Network testers, and open source networks, are not new; uniquely, OSNT brings the incorporation of designs that operate intimately with the hardware. Our efforts ride the established tradition of network measurement and testing that exists in the network research and academic communities.

A small sample of open source and community projects include Iperf [1] and later Netperf [2], developed to provide performance tests of throughput and end-to-end latency. Traffic loads from previously captured pcap files could be transmitted using Tcpreplay [3]. Netalyzer [4] uses bespoke server and client infrastructure to measure many aspects of Internet performance and behavior. Swing [5] provided a closed-loop traffic generator: first monitoring and characterizing, and then regenerating system load replicating the measured characteristics. Early attempts at both flexible and feature-rich traffic generation led to the Ostinato [6] traffic generator. The netmap [7] achieves near-optimal host throughput, but is still restricted by the underlying hardware for timestamps, traffic shaping, and maximum rate capacity. As a final example, Bonelli et al. [8] describe near-line-rate traffic on a 10 Gb/s link that uses multi-core multi-queue commodity hardware, albeit without the flexibility or guarantee of full line-rate throughput, precise traffic replay timing, and sufficient packet capture timestamp accuracy and precision.

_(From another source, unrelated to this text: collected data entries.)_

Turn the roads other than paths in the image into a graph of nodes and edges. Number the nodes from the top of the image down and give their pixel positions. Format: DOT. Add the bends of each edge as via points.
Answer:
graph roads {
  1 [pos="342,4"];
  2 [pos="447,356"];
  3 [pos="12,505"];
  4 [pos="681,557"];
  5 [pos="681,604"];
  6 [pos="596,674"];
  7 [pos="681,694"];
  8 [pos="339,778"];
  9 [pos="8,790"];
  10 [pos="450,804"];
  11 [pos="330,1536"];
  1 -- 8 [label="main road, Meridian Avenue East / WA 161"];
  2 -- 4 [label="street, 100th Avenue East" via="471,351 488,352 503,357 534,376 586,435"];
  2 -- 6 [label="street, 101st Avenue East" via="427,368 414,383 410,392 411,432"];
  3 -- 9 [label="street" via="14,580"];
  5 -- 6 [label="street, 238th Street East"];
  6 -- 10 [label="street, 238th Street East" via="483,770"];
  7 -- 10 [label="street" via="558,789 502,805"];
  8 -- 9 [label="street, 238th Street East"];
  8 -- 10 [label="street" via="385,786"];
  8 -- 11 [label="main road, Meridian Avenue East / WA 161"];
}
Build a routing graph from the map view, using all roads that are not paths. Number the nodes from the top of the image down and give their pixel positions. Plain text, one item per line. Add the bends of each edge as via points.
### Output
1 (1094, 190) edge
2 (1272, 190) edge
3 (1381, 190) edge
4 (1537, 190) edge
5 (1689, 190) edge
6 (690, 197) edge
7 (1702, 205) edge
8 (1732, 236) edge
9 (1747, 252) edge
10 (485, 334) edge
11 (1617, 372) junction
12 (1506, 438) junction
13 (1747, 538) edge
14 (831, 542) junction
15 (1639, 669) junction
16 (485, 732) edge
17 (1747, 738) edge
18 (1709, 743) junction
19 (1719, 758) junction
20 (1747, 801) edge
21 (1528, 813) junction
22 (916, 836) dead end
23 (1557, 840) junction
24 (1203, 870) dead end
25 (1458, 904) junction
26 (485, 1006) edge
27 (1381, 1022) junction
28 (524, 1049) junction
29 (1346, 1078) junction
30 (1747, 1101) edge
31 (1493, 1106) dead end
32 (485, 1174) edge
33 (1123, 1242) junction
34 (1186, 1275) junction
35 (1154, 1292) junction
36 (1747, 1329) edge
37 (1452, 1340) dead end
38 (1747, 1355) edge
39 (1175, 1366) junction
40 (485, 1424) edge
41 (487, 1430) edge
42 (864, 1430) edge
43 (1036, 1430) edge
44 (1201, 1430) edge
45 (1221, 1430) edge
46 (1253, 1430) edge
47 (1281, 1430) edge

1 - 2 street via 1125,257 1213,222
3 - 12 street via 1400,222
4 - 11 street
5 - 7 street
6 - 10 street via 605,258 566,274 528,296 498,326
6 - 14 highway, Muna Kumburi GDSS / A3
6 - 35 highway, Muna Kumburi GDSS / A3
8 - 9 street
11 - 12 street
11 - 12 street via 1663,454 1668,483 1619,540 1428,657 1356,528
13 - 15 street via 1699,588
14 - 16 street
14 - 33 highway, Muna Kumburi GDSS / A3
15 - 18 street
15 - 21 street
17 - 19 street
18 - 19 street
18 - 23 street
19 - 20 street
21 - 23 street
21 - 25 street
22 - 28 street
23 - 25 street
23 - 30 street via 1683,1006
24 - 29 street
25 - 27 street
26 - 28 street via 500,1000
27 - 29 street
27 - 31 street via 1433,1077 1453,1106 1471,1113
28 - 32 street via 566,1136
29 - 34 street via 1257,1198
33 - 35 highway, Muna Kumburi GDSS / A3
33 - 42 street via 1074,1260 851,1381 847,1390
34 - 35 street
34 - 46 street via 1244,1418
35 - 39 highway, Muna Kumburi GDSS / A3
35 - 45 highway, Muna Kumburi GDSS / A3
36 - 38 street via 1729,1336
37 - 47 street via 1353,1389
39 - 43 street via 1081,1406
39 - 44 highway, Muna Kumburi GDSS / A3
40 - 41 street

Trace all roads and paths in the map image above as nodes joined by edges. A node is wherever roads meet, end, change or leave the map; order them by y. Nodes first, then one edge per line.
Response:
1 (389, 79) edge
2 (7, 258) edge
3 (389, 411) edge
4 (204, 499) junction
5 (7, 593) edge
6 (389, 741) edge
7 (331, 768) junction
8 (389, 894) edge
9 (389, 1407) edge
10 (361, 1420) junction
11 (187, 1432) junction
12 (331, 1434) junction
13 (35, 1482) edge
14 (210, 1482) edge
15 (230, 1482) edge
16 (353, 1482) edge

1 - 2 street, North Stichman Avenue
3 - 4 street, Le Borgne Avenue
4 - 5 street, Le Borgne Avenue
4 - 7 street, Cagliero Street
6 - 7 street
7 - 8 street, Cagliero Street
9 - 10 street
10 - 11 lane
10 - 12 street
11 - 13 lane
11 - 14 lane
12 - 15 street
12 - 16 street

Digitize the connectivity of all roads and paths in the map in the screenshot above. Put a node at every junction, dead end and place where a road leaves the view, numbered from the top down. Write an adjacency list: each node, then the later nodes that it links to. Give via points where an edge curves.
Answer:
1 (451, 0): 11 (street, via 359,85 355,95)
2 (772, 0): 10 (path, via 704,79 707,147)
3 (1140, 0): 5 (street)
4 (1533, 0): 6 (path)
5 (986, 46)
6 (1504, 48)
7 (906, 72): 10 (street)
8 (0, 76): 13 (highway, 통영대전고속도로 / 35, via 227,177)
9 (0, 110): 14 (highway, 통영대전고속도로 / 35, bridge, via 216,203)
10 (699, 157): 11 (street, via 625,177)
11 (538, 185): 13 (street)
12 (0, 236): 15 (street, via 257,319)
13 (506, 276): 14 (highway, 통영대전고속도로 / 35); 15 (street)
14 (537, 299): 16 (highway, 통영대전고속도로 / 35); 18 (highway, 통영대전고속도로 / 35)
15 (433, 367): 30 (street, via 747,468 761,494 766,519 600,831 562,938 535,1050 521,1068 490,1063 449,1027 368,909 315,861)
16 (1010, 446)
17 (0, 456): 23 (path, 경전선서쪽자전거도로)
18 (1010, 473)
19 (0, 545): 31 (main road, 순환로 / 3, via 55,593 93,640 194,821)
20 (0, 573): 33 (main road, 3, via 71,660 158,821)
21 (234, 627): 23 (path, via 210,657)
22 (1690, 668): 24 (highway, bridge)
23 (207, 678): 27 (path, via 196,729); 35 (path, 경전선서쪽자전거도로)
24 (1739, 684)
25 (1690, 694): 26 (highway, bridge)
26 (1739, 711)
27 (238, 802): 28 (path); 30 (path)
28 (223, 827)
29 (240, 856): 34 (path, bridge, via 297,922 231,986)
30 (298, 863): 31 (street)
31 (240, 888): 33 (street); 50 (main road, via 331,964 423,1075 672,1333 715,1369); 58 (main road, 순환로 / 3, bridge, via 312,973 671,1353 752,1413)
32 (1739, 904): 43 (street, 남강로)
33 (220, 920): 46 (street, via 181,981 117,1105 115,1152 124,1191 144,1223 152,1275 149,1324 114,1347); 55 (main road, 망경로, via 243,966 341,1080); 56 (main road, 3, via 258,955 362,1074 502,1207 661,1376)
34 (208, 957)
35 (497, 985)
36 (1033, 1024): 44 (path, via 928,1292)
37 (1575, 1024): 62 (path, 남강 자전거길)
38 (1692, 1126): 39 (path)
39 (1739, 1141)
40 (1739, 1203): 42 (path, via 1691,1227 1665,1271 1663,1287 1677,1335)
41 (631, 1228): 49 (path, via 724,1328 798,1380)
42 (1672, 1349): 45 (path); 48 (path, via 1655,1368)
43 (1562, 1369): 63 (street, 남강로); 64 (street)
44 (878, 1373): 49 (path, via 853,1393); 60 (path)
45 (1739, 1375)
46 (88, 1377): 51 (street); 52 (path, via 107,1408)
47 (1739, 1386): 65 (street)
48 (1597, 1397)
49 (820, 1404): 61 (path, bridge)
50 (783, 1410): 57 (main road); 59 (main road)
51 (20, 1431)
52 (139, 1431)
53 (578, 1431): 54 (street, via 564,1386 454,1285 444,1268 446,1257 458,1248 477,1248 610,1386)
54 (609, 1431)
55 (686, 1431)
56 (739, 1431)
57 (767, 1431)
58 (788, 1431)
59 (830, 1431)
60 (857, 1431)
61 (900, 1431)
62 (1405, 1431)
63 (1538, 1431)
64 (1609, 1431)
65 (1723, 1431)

Commercial network testers are provided by a number of companies: Ixia and Spirent dominate, but other test equipment manufacturers also have network test offerings. Despite their ability to perform at high line-rate, a criticism common to all these systems regards cost and inflexibility. Supporting newly designed protocols is often expensive, while supporting a newly designed physical line standard can result in an entirely new system.

In the measurement community the ubiquitous *pcap* program, *tcpdump*, has been the tool of choice for network capture. However, capture system performance (and rates of loss) are dictated by the underlying host: a combination of hardware, operating system, device drivers, and software. Additionally, it is rare for these software systems to provide any common clock across the captures, making end-to-end latency

measurements complicated and inaccurate. There have been software/hardware efforts in the past to incorporate GPS-coordinated high-precision hardware timestamps and use device-driver designs intended to mitigate loss under load [9]. However, this work was limited to 1GbE and serves now only to provide a motivating example. NTP is a mature time synchronization method; however, it can only achieve an accuracy better than 1 ms under limited conditions [10], making it unsuitable for high-precision traffic characterization.

In contrast to the large range of commercial offerings available to generate traffic, the high-precision capture market has few commercial systems and is dominated by the Endace DAG card.

Several previous NetFPGA-based projects using the previous generation NetFPGA 4 × 1GbE platform have also provided traffic generation [11] and traffic monitoring [12]. The architecture of OSNT has been heavily informed by the designs, limitations, and experience with these systems.

# The OSNT Architecture

The OSNT architecture is motivated by limitations in past work: closed source/proprietary solutions, high costs, lack of flexibility, and the omission of important features such as timestamping and precise packet transmission.

Alongside flexibility there is a need for scalability; while our prototype work has focused on single-card solutions, our desire to reproduce real operating conditions means we must have a system that can test beyond single network elements. A production network needs to be tested as close as possible to its real operating conditions; this means the OSNT system must also be able to recreate such real operating conditions.

From the outset it has been obvious that flexibility must be a key part of the OSNT approach. This flexibility is needed to accommodate the variety of different uses for OSNT. Four distinct modes of use have become clear.

**OSNT traffic generator:** a single card, capable of generating and receiving packets on four 10GbE interfaces. By incorporating timestamps into each outbound packet, information on end-to-end delay and loss can be computed. Such a system can be used to test a single networking element (e.g., switch or router) or a network encompassed within a sufficiently small area that different inputs and outputs from the network can be connected to the same card.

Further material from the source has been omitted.